The administrative control in TS 5.7.1, Safety Limit Violation, is deleted. Also, administrative control TS 5.9.5, Core Operating Limits Report (COLR), item a., is revised to add TS 2.13, "RPS [Reactor Protective System] Limiting Safety System Settings," Table 2-11, Items 6, 8, and 9, to the list of items that shall be documented in the COLR. The TS Table of Contents (TOC) is also updated to reflect the deletion and subsequent renumbering of Section 1.3 and Table 1-1 to TS 2.13 and Table 2-11, respectively. The TOC is also updated to delineate the new TS subsections 1.1.1 and 1.1.2, provide the revised titles for TS 1.0, 1.1, 1.2, and 2.13, and to reflect TS 5.7.1 as Not used.
2.0 REGULATORY EVALUATION
Title 10 of the Code of Federal Regulations, Section 50.36 requires that each licensee authorizing operation of a production or utilization facility include technical specifications. In particular, one type of technical specification is a limiting safety system setting. 10 CFR 50.36(d)(1)(ii)(A) states that the LSSS are settings for automatic protective devices related to those variables having safety significant functions.
The proposed change will replace the PLHR SL with a PFCT SL. In accordance with 10 CFR 50.36(d)(1)(ii)(A), LSSS must be chosen such that automatic action will prevent a SL from being exceeded. This assessment is applicable during steady state operations and Anticipated Operational Occurrences (AOOs). The NRC staff recognized that the PLHR SL of 22 kW/ft would be exceeded for an AOO. Therefore, conformance with 10 CFR 50.36 was not being clearly demonstrated. This change is being undertaken to conform with 10 CFR 50.36(d)(1)(ii)(A), which requires that LSSSs prevent an SL from being exceeded during normal operations and AOOs.
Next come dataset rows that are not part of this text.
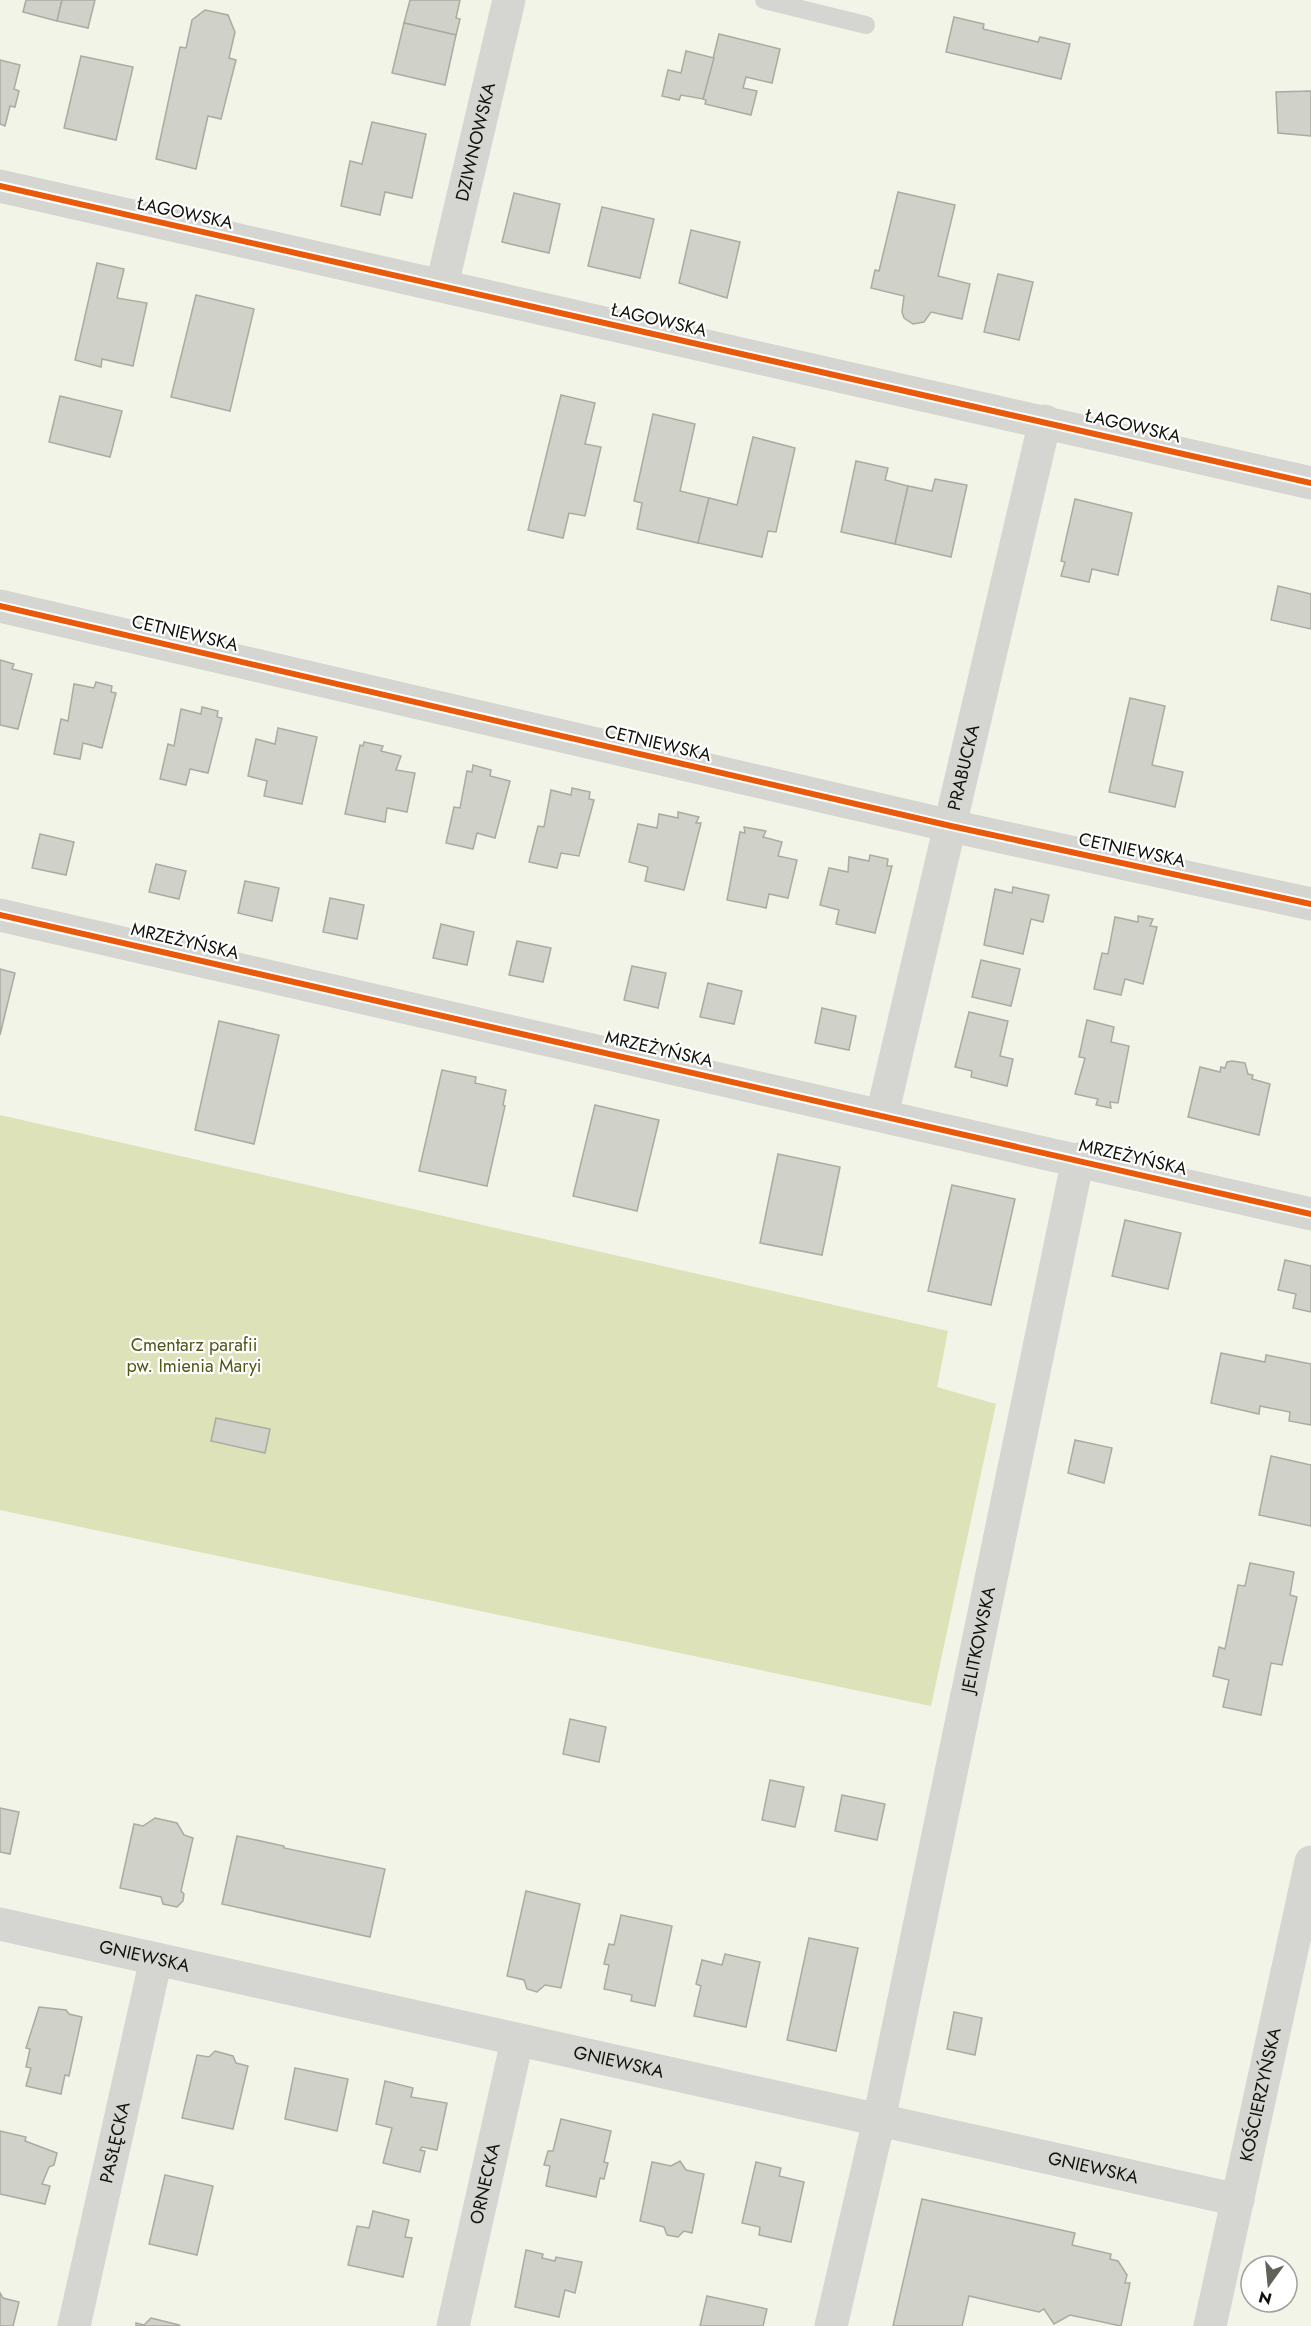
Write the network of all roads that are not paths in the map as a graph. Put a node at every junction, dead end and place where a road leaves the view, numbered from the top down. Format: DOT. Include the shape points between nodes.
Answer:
graph roads {
  1 [pos="509,0"];
  2 [pos="764,0"];
  3 [pos="866,25"];
  4 [pos="0,186"];
  5 [pos="442,285"];
  6 [pos="1045,421"];
  7 [pos="1311,483"];
  8 [pos="0,606"];
  9 [pos="951,826"];
  10 [pos="1311,904"];
  11 [pos="0,915"];
  12 [pos="882,1114"];
  13 [pos="1078,1159"];
  14 [pos="1311,1214"];
  15 [pos="1311,1862"];
  16 [pos="0,1924"];
  17 [pos="156,1959"];
  18 [pos="517,2041"];
  19 [pos="879,2120"];
  20 [pos="1238,2200"];
  21 [pos="74,2326"];
  22 [pos="453,2326"];
  23 [pos="831,2326"];
  24 [pos="1210,2326"];
  1 -- 5 [label="street, DZIWNOWSKA"];
  2 -- 3 [label="lane"];
  4 -- 5 [label="street, ŁAGOWSKA"];
  5 -- 6 [label="street, ŁAGOWSKA"];
  6 -- 7 [label="street, ŁAGOWSKA"];
  6 -- 9 [label="street, PRABUCKA"];
  8 -- 9 [label="street, CETNIEWSKA"];
  9 -- 10 [label="street, CETNIEWSKA"];
  9 -- 12 [label="street, PRABUCKA"];
  11 -- 12 [label="street, MRZEŻYŃSKA"];
  12 -- 13 [label="street, MRZEŻYŃSKA"];
  13 -- 14 [label="street, MRZEŻYŃSKA"];
  13 -- 19 [label="street, JELITKOWSKA"];
  15 -- 20 [label="street, KOŚCIERZYŃSKA"];
  16 -- 17 [label="street, GNIEWSKA"];
  17 -- 18 [label="street, GNIEWSKA"];
  17 -- 21 [label="street, PASŁĘCKA"];
  18 -- 19 [label="street, GNIEWSKA"];
  18 -- 22 [label="street, ORNECKA"];
  19 -- 20 [label="street, GNIEWSKA"];
  19 -- 23 [label="street"];
  20 -- 24 [label="street, KOŚCIERZYŃSKA"];
}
In addition, FCS was licensed for construction prior to May 21, 1971, and is committed to the draft General Design Criteria (GDC). These draft GDC are contained in Appendix G of the FCS updated safety analysis report (USAR). The preliminary design criterion which relates to this license amendment request LAR is GDC 14, Core Protective Systems.
The proposed FCM-based PLHR SL will be consistent with the FCS USAR Appendix G, GDC 14, Core Protective Systems, which states the following:
Core protection systems, together with associated equipment, shall be designed to act automatically to prevent or to suppress conditions that could result in exceeding acceptable fuel damage limits.
3.0 BACKGROUND
During review of the Waterford Steam Electric Station, Unit 3 (Waterford), 10 CFR Part 50, Appendix K, Margin Recovery Power Uprate request, the U.S. Nuclear Regulatory Commission (NRC) staff recognized that the PLHR SL of 21 kW/ft would be exceeded for an AOO. In accordance with 10 CFR 50.36(d)(1)(ii)(A), LSSSs must be chosen such that automatic action will prevent an SL from being exceeded. This assessment is applicable during steady state operations and AOOs. Therefore, conformance with 10 CFR 50.36 was not being clearly demonstrated. A similar condition exists for other plants within the CE fleet.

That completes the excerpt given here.